ClickHelp User Manual

Topic Content Styling

The style of the topic content is controlled by inline styles and the CSS styles defined in the project settings. Let's learn how to use each approach and what the differences are:

Inline Styles

When using the Design mode, you can change the style of the text blocks and other elements directly in the topic, e.g., make some text bold, underlined, italic, change font name, and size. You can also specify the image style (i.e., image position, margins, border style, and color) when inserting an image by using the Insert Image command of the ribbon bar.

If you know HTML a little, you can even switch to the Source tab of the editor and add the style attribute to some elements to specify paddings, margins, and other styling attributes.

Inline styling is easy and fast, so you can utilize many styling functions on the Home tab of the editor ribbon bar. The drawback of this approach is that document maintenance may become tricky as it grows. Let's suppose you had all screenshots left-aligned, but now you want them to become center-aligned. Another case is when you used blue as the text color of all headings, and now your company changes their web design, and all headings must become red. With inline styling, you would need to make such changes in every topic.
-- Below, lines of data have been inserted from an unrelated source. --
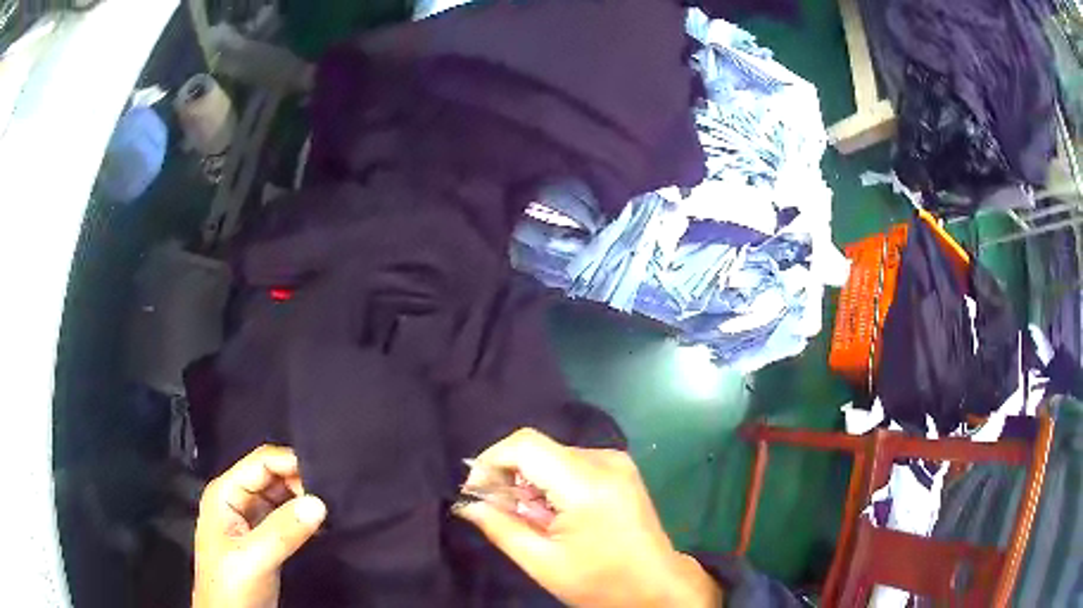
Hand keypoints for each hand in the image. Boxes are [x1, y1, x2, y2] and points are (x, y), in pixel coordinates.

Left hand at [193, 445, 326, 607]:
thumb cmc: (229, 585)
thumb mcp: (253, 558)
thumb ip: (283, 530)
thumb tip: (320, 503)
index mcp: (225, 493)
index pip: (261, 463)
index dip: (291, 463)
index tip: (327, 475)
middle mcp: (237, 500)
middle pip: (272, 476)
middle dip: (301, 482)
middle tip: (334, 496)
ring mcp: (250, 520)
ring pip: (282, 497)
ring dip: (305, 501)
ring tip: (334, 508)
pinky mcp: (264, 539)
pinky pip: (287, 519)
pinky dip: (304, 519)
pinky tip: (323, 525)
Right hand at [454, 429, 721, 607]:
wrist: (657, 587)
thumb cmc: (600, 582)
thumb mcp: (543, 563)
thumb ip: (501, 528)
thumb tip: (467, 503)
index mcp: (587, 483)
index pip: (525, 444)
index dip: (490, 461)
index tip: (476, 492)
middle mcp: (604, 460)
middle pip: (537, 449)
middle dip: (508, 476)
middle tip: (499, 513)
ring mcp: (617, 461)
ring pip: (552, 455)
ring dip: (529, 482)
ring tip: (531, 520)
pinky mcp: (620, 469)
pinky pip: (571, 463)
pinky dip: (551, 483)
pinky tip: (553, 514)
So, if you can get some basic CSS expertise, consider using CSS styling for easier documentation maintenance and a more standardized appearance of the document elements.

CSS Style Files

A CSS file is a text file with styling rules defined in some special format. To learn more about this format, you can easily find training materials on the CSS language on the Internet.

In ClickHelp, each project can have several CSS files associated with it. We recommend that you start with one CSS file for simplicity. 

To learn where to find the full list of the CSS files and how to open them check out the following article

If the list is empty, this means that you don't have any CSS files in your project, and the topics are using the inline styles only. To create a new CSS file and add it to the project, click the create a new file link to the right of the file selection dropdown box.

The create a new file link in the project settings

Upon clicking the link, a new CSS file will be created in the Styles storage, added to the project styles list, and opened for editing in a new browser window.

If you already have a CSS file in the Styles storage, you can add it to the project by selecting the file from the dropdown list.

The lower the styles file is in the list, the higher priority it has. Thus, if you have the same rule in different files, the browser will apply the rule from the lowest file in the list.

Start With a Default CSS Template

Creating a CSS file from scratch may look complicated. We recommend that you start playing with CSS by creating a new project using an existing template.

ClickHelp project templates are created based on modern design trends specially for user manuals. The templates include customized ready-to-use elements like tables, information and warning boxes, etc. All the templates can be used as is.

If you still want to change the design of a template, once you create a project from a template, you can open its settings to see the list of CSS files used there. Click Open for Editing... for the default Style.css file to view its contents so you see the CSS rules for the main topic elements: links, paragraphs, headings, lists, etc. Use this default CSS file content to create your own style for your project. Just change the style attributes for the existing rules to vary colors, font size, etc.

Quick Way to Open Your Project CSS

When you are in the Design mode and need to modify the project CSS file, you can click the Edit Style button in the Styles section on the Home tab of the ribbon bar. This button will open the very first CSS file from the Project Styles list.

The Edit style button in the styles section of the Home tab on the Ribbon bar

Conditional CSS Styles

ClickHelp is a single-sourcing tool for documentation authoring. This means that it supports a number of techniques to vary the final output, so you can generate different documents from the same project. One of the advantages of this approach is conditional styling: you can have different CSS files for different output types, e.g., online vs printed.

When you are in the General > Basic Settings category of your project settings, hover over a CSS file in the Project Styles list and click the Publishing Properties... button that appears on the hover (the rightmost icon). You will see a dialog allowing you to specify the publishing mode of this CSS file.

Click the "Publishing Properties..." button that appears on the CSS file hover

By default, the publishing mode is set to Publish Always - such CSS file will be applied to the final output in any case.

You can use Publish with specific tags and Do not publish with specific tags modes to make the style conditional. You will need to specify the list of Output Tags for each of those options. You can select Output Tags in the publishing wizard when publishing the project. Depending on that tag selection and the publishing settings of the project styles, ClickHelp will include or exclude the style files when creating a new publication.